- _Aim of the exercise_: Restate the listing below word for word, pictures excluded.

- _Supplied information_:
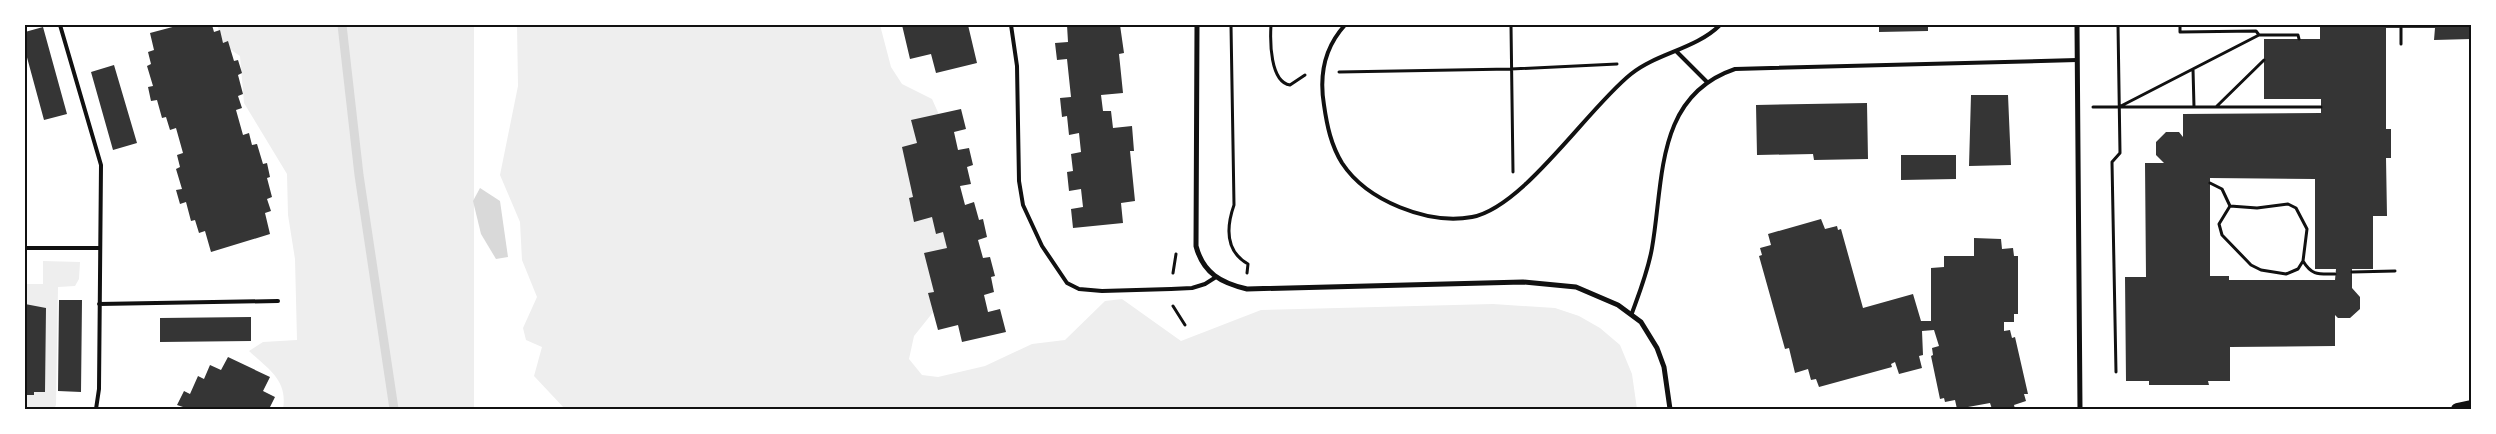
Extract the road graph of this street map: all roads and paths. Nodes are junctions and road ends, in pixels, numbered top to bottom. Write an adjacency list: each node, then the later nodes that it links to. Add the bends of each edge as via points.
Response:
1 (60, 25): 33 (lane, via 101,165)
2 (1011, 25): 40 (lane, via 1017,66 1019,181 1023,205 1042,246 1067,283 1079,289 1102,291 1171,289 1192,288)
3 (1198, 25): 40 (street, via 1196,246 1203,264)
4 (1231, 25): 41 (path, via 1234,205 1228,221 1230,243 1237,258 1248,264)
5 (1271, 25): 22 (path, via 1272,53 1279,79 1284,84 1290,85 1307,74)
6 (1346, 25): 22 (lane, via 1338,33)
7 (1511, 25): 20 (path)
8 (1720, 25): 16 (lane)
9 (2077, 25): 17 (street)
10 (2118, 25): 25 (path)
11 (2180, 25): 13 (path, via 2180,32 2256,32)
12 (2401, 28): 15 (path)
13 (2259, 35): 14 (path, via 2298,35); 21 (path)
14 (2299, 39)
15 (2401, 44)
16 (1676, 51): 19 (lane); 23 (lane)
17 (2077, 60): 23 (lane, via 1735,69); 24 (street)
18 (2264, 60): 27 (path)
19 (1652, 62): 20 (path); 30 (lane, via 1633,72 1613,89 1570,138)
20 (1511, 69): 22 (path); 30 (path)
21 (2193, 69): 25 (path); 26 (path)
22 (1322, 72): 30 (lane, via 1331,140 1342,163 1359,181 1386,200 1417,214 1444,218 1473,217 1497,206)
23 (1707, 82): 44 (lane, via 1683,106 1672,128 1664,159 1647,274)
24 (2078, 107): 25 (path); 49 (street)
25 (2118, 107): 26 (path); 45 (path, via 2120,153 2112,162)
26 (2194, 107): 27 (path)
27 (2216, 107): 28 (path)
28 (2321, 107)
29 (2210, 183): 31 (path, via 2222,189)
30 (1514, 193)
31 (2230, 206): 34 (path, via 2257,208 2288,204 2296,208 2307,228); 34 (path, via 2219,224 2222,235 2251,265 2286,274 2298,269)
32 (25, 248): 33 (lane)
33 (100, 248): 43 (lane)
34 (2303, 261): 39 (path, via 2309,271 2317,275)
35 (1173, 270): 36 (path)
36 (1164, 271)
37 (2352, 272): 38 (path)
38 (2395, 272)
39 (2335, 274)
40 (1216, 277): 41 (street)
41 (1247, 289): 44 (street, via 1523,282 1576,287)
42 (278, 301): 43 (lane)
43 (99, 304): 47 (lane)
44 (1632, 313): 48 (street, via 1658,348)
45 (2116, 372)
46 (2471, 406): 50 (main road)
47 (96, 409)
48 (1670, 409)
49 (2080, 409)
50 (2457, 409)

- _Exercise solution_:
Extract the road graph of this street map: all roads and paths. Nodes are junctions and road ends, in pixels, numbered top to bottom. Write an adjacency list: each node, then the later nodes that it links to. Add the bends of each edge as via points.
Response:
1 (60, 25): 33 (lane, via 101,165)
2 (1011, 25): 40 (lane, via 1017,66 1019,181 1023,205 1042,246 1067,283 1079,289 1102,291 1171,289 1192,288)
3 (1198, 25): 40 (street, via 1196,246 1203,264)
4 (1231, 25): 41 (path, via 1234,205 1228,221 1230,243 1237,258 1248,264)
5 (1271, 25): 22 (path, via 1272,53 1279,79 1284,84 1290,85 1307,74)
6 (1346, 25): 22 (lane, via 1338,33)
7 (1511, 25): 20 (path)
8 (1720, 25): 16 (lane)
9 (2077, 25): 17 (street)
10 (2118, 25): 25 (path)
11 (2180, 25): 13 (path, via 2180,32 2256,32)
12 (2401, 28): 15 (path)
13 (2259, 35): 14 (path, via 2298,35); 21 (path)
14 (2299, 39)
15 (2401, 44)
16 (1676, 51): 19 (lane); 23 (lane)
17 (2077, 60): 23 (lane, via 1735,69); 24 (street)
18 (2264, 60): 27 (path)
19 (1652, 62): 20 (path); 30 (lane, via 1633,72 1613,89 1570,138)
20 (1511, 69): 22 (path); 30 (path)
21 (2193, 69): 25 (path); 26 (path)
22 (1322, 72): 30 (lane, via 1331,140 1342,163 1359,181 1386,200 1417,214 1444,218 1473,217 1497,206)
23 (1707, 82): 44 (lane, via 1683,106 1672,128 1664,159 1647,274)
24 (2078, 107): 25 (path); 49 (street)
25 (2118, 107): 26 (path); 45 (path, via 2120,153 2112,162)
26 (2194, 107): 27 (path)
27 (2216, 107): 28 (path)
28 (2321, 107)
29 (2210, 183): 31 (path, via 2222,189)
30 (1514, 193)
31 (2230, 206): 34 (path, via 2257,208 2288,204 2296,208 2307,228); 34 (path, via 2219,224 2222,235 2251,265 2286,274 2298,269)
32 (25, 248): 33 (lane)
33 (100, 248): 43 (lane)
34 (2303, 261): 39 (path, via 2309,271 2317,275)
35 (1173, 270): 36 (path)
36 (1164, 271)
37 (2352, 272): 38 (path)
38 (2395, 272)
39 (2335, 274)
40 (1216, 277): 41 (street)
41 (1247, 289): 44 (street, via 1523,282 1576,287)
42 (278, 301): 43 (lane)
43 (99, 304): 47 (lane)
44 (1632, 313): 48 (street, via 1658,348)
45 (2116, 372)
46 (2471, 406): 50 (main road)
47 (96, 409)
48 (1670, 409)
49 (2080, 409)
50 (2457, 409)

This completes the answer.